What you are asked to do: Those lines of the following listing which contain the string "Falcon" should be returned.

Exercise materials:

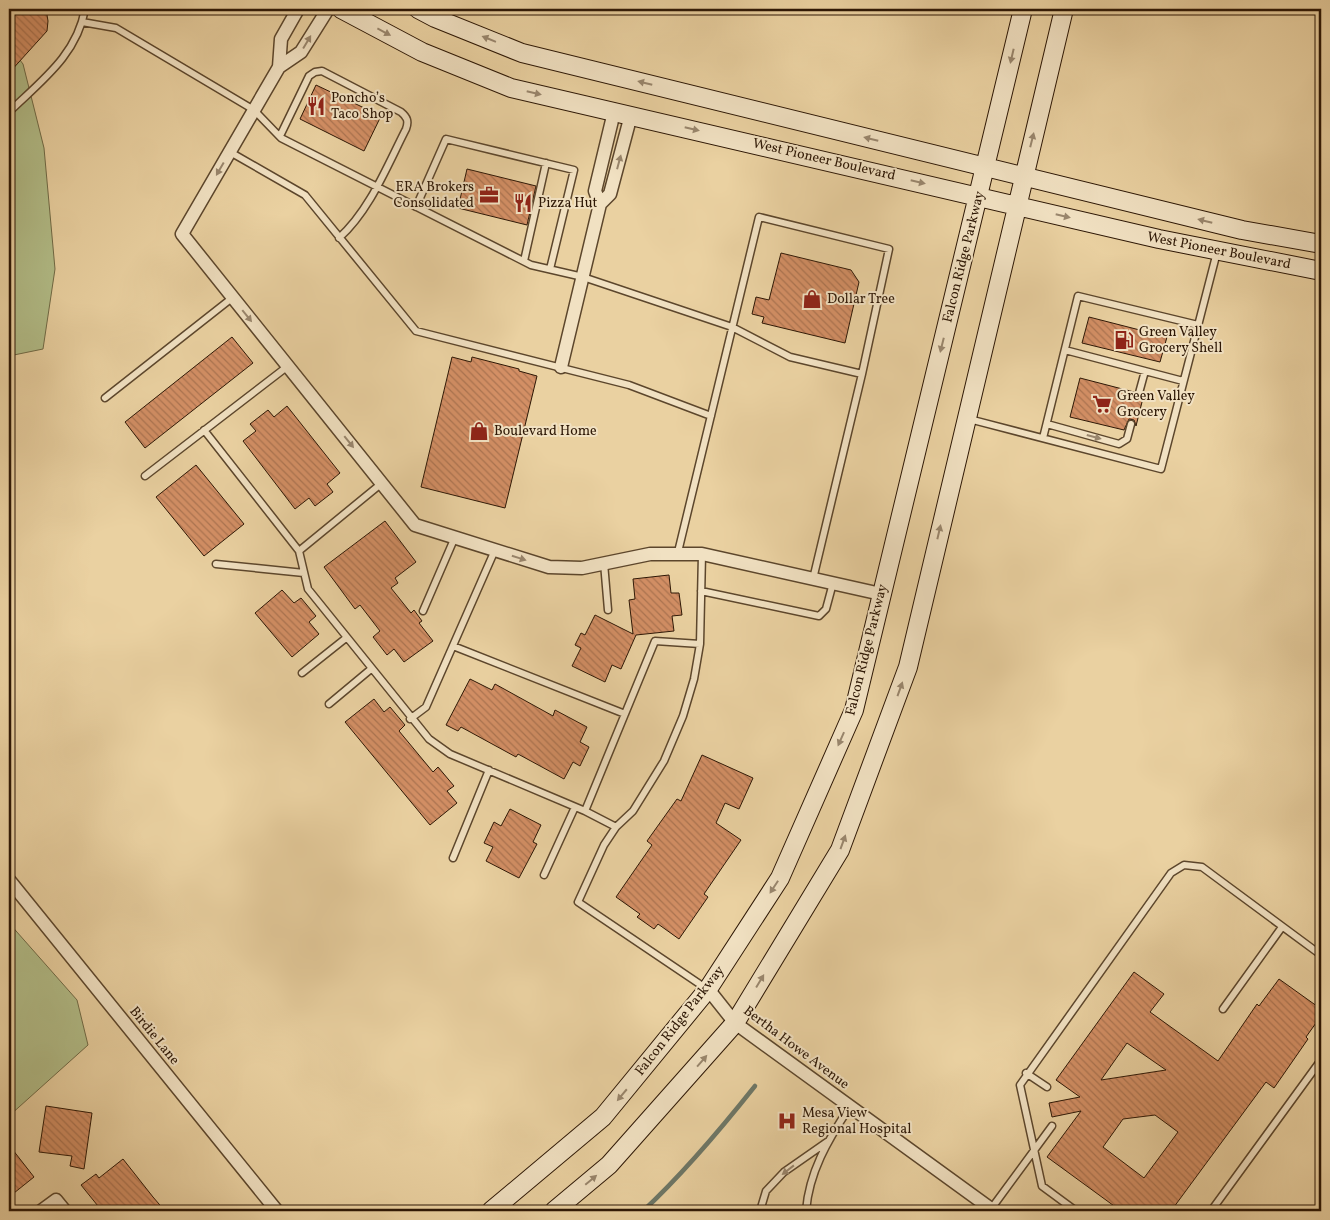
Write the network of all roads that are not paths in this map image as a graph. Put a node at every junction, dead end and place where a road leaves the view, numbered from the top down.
1 (85, 9) edge
2 (298, 9) edge
3 (328, 9) edge
4 (341, 9) edge
5 (418, 9) edge
6 (1023, 9) edge
7 (1064, 9) edge
8 (82, 22) junction
9 (279, 67) junction
10 (254, 110) junction
11 (9, 112) edge
12 (622, 113) junction
13 (280, 136) junction
14 (230, 152) junction
15 (546, 163) junction
16 (986, 168) junction
17 (1023, 176) junction
18 (376, 188) junction
19 (979, 196) junction
20 (1016, 204) junction
21 (416, 207) junction
22 (1280, 237) junction
23 (339, 238) junction
24 (1321, 244) edge
25 (1217, 250) junction
26 (524, 261) junction
27 (550, 269) junction
28 (1321, 271) edge
29 (582, 277) junction
30 (232, 298) junction
31 (1198, 325) junction
32 (732, 327) junction
33 (1065, 350) junction
34 (288, 366) junction
35 (560, 367) junction
36 (1145, 371) junction
37 (862, 374) junction
38 (1183, 381) junction
39 (1139, 393) dead end
40 (105, 398) dead end
41 (711, 416) junction
42 (966, 418) junction
43 (1047, 424) junction
44 (1131, 424) dead end
45 (204, 430) junction
46 (1043, 438) junction
47 (145, 476) dead end
48 (382, 483) junction
49 (455, 537) junction
50 (495, 550) junction
51 (299, 551) junction
52 (678, 552) junction
53 (702, 554) junction
54 (216, 564) dead end
55 (604, 564) junction
56 (304, 573) junction
57 (813, 579) junction
58 (832, 584) junction
59 (701, 591) junction
60 (881, 594) junction
61 (608, 610) dead end
62 (423, 611) dead end
63 (346, 638) junction
64 (700, 644) junction
65 (453, 646) junction
66 (371, 669) junction
67 (302, 673) dead end
68 (329, 704) dead end
69 (625, 714) junction
70 (410, 719) junction
71 (489, 770) junction
72 (575, 807) junction
73 (585, 811) junction
74 (616, 827) junction
75 (453, 858) dead end
76 (544, 875) dead end
77 (9, 880) edge
78 (1282, 927) junction
79 (1321, 955) edge
80 (708, 989) junction
81 (1223, 1009) dead end
82 (735, 1023) junction
83 (1321, 1060) edge
84 (1026, 1073) junction
85 (1047, 1087) dead end
86 (849, 1108) junction
87 (1052, 1126) dead end
88 (828, 1141) junction
89 (1034, 1152) junction
90 (992, 1210) edge
91 (41, 1211) edge
92 (65, 1211) edge
93 (277, 1211) edge
94 (491, 1211) edge
95 (554, 1211) edge
96 (760, 1211) edge
97 (806, 1211) edge
98 (1076, 1211) edge
99 (1211, 1211) edge

1 - 8 lane
2 - 9 street
9 -> 3 street
4 -> 12 main road, West Pioneer Boulevard
16 -> 5 main road, West Pioneer Boulevard
6 -> 16 main road, Falcon Ridge Parkway
17 -> 7 main road
8 - 10 lane
8 - 11 lane
9 - 10 street
10 - 13 lane
10 - 14 street
12 -> 19 main road, West Pioneer Boulevard
12 - 29 street
13 - 18 lane
13 - 18 lane
14 - 23 lane
14 -> 30 street
15 - 21 lane
15 - 26 lane
15 - 27 lane
16 - 17 main road, West Pioneer Boulevard
16 - 19 main road, Falcon Ridge Parkway
17 - 20 main road
22 -> 17 main road, West Pioneer Boulevard
18 - 21 lane
18 - 23 lane
19 - 20 main road, West Pioneer Boulevard
19 -> 60 main road, Falcon Ridge Parkway
20 -> 25 main road, West Pioneer Boulevard
20 - 42 main road
21 - 26 lane
22 - 24 main road, West Pioneer Boulevard
22 - 25 main road
23 - 35 lane
25 - 28 main road, West Pioneer Boulevard
25 - 31 lane
26 - 27 lane
27 - 29 lane
29 - 32 lane
29 - 35 street
30 -> 34 street
30 - 40 lane
31 - 33 lane
31 - 38 lane
32 - 37 lane
32 - 37 lane
32 - 41 lane
33 - 36 lane
33 - 43 lane
34 - 45 lane
34 -> 48 street
35 - 41 lane
36 - 38 lane
36 - 39 lane
37 - 57 lane
38 - 46 lane
41 - 52 lane
42 - 46 lane
82 -> 42 main road
43 -> 44 lane
43 - 46 lane
45 - 47 lane
45 - 51 lane
48 - 49 street
48 - 51 lane
49 - 50 street
49 - 62 lane
50 -> 55 street
50 - 65 lane
51 - 56 lane
52 - 53 street
52 - 55 street
53 - 57 street
53 - 59 lane
54 - 56 lane
55 - 61 lane
56 - 63 lane
57 - 58 street
58 - 59 lane
58 - 60 street
59 - 64 lane
60 -> 80 main road, Falcon Ridge Parkway
63 - 66 lane
63 - 67 lane
64 - 69 lane
64 - 74 lane
65 - 69 lane
65 - 70 lane
66 - 68 lane
66 - 70 lane
69 - 73 lane
70 - 71 lane
71 - 72 lane
71 - 75 lane
72 - 73 lane
72 - 76 lane
73 - 74 lane
74 - 80 lane
77 - 93 street, Birdie Lane
78 - 79 lane
78 - 81 lane
78 - 84 lane
80 - 82 street, Bertha Howe Avenue
80 -> 94 main road, Falcon Ridge Parkway
82 - 86 street, Bertha Howe Avenue
95 -> 82 main road
83 - 99 lane
84 - 85 lane
84 - 89 lane
86 - 88 lane
86 - 90 street, Bertha Howe Avenue
87 - 89 lane
88 -> 96 lane
88 - 97 lane
89 - 90 lane
89 - 98 lane
91 - 92 street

Final answer:
6 -> 16 main road, Falcon Ridge Parkway
16 - 19 main road, Falcon Ridge Parkway
19 -> 60 main road, Falcon Ridge Parkway
60 -> 80 main road, Falcon Ridge Parkway
80 -> 94 main road, Falcon Ridge Parkway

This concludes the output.